By Professor Charles Burton Gulick

THE word "drama" is Greek, and means action—or, as the Greeks limited its use, action that goes on before our eyes. In this way they distinguished the product of the theater from the action of epic poetry and the action of history, both of which, as understood and written by the Greeks, had highly dramatic qualities.

Three centuries roughly coincide with the three periods of development into which the history of the Greek theater naturally falls. The sixth century B.C. is the time of preparation. The fifth witnessed the full flowering of Athenian genius. In the fourth the so-called New Comedy, largely inspired by the realism of Euripides, took shape in the comedy of manners, the portrayal of domestic life, and the foibles of society.

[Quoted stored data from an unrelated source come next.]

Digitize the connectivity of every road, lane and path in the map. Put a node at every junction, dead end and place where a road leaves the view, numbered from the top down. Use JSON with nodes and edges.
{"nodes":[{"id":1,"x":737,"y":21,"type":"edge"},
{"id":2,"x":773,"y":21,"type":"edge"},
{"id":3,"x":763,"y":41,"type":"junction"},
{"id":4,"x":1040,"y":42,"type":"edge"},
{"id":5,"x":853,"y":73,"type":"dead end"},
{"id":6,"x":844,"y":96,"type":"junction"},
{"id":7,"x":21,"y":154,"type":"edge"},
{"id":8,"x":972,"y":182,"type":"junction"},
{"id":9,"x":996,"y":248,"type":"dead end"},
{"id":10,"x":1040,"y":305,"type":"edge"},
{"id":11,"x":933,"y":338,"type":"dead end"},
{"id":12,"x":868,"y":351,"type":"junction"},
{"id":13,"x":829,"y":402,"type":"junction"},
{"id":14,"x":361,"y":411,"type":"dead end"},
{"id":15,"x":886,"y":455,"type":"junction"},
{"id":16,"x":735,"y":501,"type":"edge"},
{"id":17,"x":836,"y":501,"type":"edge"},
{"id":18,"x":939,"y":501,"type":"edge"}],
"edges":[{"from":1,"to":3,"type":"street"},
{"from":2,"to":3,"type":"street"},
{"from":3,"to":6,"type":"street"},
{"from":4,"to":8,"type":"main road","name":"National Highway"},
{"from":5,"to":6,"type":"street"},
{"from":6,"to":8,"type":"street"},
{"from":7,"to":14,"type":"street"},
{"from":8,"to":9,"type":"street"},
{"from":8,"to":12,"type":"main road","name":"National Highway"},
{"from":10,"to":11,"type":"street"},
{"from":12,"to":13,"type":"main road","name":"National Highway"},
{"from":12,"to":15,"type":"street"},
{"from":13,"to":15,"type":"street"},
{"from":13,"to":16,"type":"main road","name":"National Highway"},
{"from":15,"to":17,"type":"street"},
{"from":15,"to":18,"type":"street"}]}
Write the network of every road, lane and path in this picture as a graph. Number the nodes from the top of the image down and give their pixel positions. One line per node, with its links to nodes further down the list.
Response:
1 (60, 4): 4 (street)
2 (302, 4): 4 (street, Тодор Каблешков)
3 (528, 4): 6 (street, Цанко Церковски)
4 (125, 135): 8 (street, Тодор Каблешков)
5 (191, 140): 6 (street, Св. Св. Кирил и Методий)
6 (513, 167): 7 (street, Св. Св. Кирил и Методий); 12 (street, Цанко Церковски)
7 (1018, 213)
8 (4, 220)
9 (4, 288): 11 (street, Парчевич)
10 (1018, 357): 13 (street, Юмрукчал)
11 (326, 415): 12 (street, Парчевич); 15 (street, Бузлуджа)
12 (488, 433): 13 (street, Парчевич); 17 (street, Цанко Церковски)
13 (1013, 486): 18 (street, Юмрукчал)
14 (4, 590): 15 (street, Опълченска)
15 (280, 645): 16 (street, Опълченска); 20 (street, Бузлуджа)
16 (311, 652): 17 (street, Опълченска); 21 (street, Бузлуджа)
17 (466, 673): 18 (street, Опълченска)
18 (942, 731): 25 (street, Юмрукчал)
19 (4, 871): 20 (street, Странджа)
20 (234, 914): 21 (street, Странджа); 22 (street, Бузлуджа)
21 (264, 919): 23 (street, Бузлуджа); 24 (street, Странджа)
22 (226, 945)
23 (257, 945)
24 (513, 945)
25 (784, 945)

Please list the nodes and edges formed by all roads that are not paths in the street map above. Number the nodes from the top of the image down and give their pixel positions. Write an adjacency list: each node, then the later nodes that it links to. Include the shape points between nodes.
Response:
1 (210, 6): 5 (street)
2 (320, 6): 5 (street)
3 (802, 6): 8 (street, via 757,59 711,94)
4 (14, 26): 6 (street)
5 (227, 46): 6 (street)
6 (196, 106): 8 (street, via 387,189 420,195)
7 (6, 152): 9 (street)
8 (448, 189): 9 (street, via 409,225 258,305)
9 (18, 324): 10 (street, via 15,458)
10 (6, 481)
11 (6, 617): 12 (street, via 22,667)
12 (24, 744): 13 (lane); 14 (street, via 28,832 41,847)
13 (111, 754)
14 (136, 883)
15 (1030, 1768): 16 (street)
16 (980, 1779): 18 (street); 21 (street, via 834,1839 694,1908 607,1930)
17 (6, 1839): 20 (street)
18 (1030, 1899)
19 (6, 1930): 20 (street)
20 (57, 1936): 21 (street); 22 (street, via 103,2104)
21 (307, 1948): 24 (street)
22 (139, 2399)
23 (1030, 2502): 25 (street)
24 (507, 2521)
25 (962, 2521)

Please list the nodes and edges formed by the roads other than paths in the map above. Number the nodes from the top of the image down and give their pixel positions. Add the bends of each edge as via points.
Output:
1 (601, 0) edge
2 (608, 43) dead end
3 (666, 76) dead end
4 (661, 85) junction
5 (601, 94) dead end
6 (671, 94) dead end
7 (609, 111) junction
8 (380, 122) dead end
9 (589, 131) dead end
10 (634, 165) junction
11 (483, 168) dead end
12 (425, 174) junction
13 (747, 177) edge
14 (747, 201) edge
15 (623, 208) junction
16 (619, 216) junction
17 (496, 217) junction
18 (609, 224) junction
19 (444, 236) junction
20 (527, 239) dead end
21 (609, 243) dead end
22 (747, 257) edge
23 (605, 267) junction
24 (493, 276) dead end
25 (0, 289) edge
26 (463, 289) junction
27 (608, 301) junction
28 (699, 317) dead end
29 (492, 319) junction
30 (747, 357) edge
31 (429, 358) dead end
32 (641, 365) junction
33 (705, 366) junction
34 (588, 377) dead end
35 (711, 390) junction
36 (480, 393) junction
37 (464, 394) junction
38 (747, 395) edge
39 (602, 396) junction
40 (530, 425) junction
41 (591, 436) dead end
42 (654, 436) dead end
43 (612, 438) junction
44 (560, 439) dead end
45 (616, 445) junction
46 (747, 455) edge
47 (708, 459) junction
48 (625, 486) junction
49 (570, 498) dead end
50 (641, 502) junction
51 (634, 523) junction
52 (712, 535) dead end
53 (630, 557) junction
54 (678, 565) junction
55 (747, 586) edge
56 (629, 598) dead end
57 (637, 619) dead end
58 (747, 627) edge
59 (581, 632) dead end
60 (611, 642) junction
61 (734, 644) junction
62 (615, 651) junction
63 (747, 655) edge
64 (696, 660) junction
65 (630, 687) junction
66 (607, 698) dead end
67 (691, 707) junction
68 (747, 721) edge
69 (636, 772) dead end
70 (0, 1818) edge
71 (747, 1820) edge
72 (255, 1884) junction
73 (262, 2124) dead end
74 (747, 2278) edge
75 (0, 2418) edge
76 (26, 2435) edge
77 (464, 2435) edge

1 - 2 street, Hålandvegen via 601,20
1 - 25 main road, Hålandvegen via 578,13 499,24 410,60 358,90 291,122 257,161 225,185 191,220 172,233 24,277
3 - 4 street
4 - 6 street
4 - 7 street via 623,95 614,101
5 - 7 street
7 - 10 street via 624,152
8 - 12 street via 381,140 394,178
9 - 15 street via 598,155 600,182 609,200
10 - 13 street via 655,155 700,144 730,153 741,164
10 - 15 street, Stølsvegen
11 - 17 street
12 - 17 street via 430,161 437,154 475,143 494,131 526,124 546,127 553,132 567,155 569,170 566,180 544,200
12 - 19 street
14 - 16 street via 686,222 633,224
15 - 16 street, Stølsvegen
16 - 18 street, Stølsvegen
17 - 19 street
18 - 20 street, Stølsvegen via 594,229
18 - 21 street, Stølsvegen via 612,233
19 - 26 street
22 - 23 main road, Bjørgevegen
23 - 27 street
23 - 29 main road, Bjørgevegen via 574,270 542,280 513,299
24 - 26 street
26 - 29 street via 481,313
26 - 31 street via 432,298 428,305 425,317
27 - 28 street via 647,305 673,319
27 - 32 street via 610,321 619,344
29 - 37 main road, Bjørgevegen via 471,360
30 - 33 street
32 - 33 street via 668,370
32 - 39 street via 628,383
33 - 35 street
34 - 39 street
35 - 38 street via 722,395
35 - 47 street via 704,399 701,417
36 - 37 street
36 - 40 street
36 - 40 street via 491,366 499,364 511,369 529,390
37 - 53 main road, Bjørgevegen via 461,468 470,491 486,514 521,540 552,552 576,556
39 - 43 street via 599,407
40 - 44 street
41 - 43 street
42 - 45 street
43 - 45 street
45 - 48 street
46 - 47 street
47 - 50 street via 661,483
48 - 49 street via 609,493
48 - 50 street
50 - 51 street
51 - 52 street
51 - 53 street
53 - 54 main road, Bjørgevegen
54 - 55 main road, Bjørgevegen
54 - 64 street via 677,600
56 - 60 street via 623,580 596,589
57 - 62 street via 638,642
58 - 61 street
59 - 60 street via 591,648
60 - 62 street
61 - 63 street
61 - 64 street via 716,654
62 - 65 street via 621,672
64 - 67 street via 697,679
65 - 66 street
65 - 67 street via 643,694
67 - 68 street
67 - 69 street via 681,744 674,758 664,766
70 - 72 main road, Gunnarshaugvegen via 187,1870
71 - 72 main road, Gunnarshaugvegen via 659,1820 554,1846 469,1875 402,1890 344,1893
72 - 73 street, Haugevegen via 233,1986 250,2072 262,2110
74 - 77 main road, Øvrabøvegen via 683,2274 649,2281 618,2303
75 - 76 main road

THE ORIGIN OF DRAMA IN GREECE

A superficial glance at any play contained in The Harvard Classics will at once reveal the prominence of the chorus. To understand this, as well as other features in the structure of a play, we must inquire into the origin of tragedy and comedy.

This inquiry, slight though it must be, is the more essential because it was the constructive genius of the Greeks that discovered and developed the drama as all countries and ages have since known it.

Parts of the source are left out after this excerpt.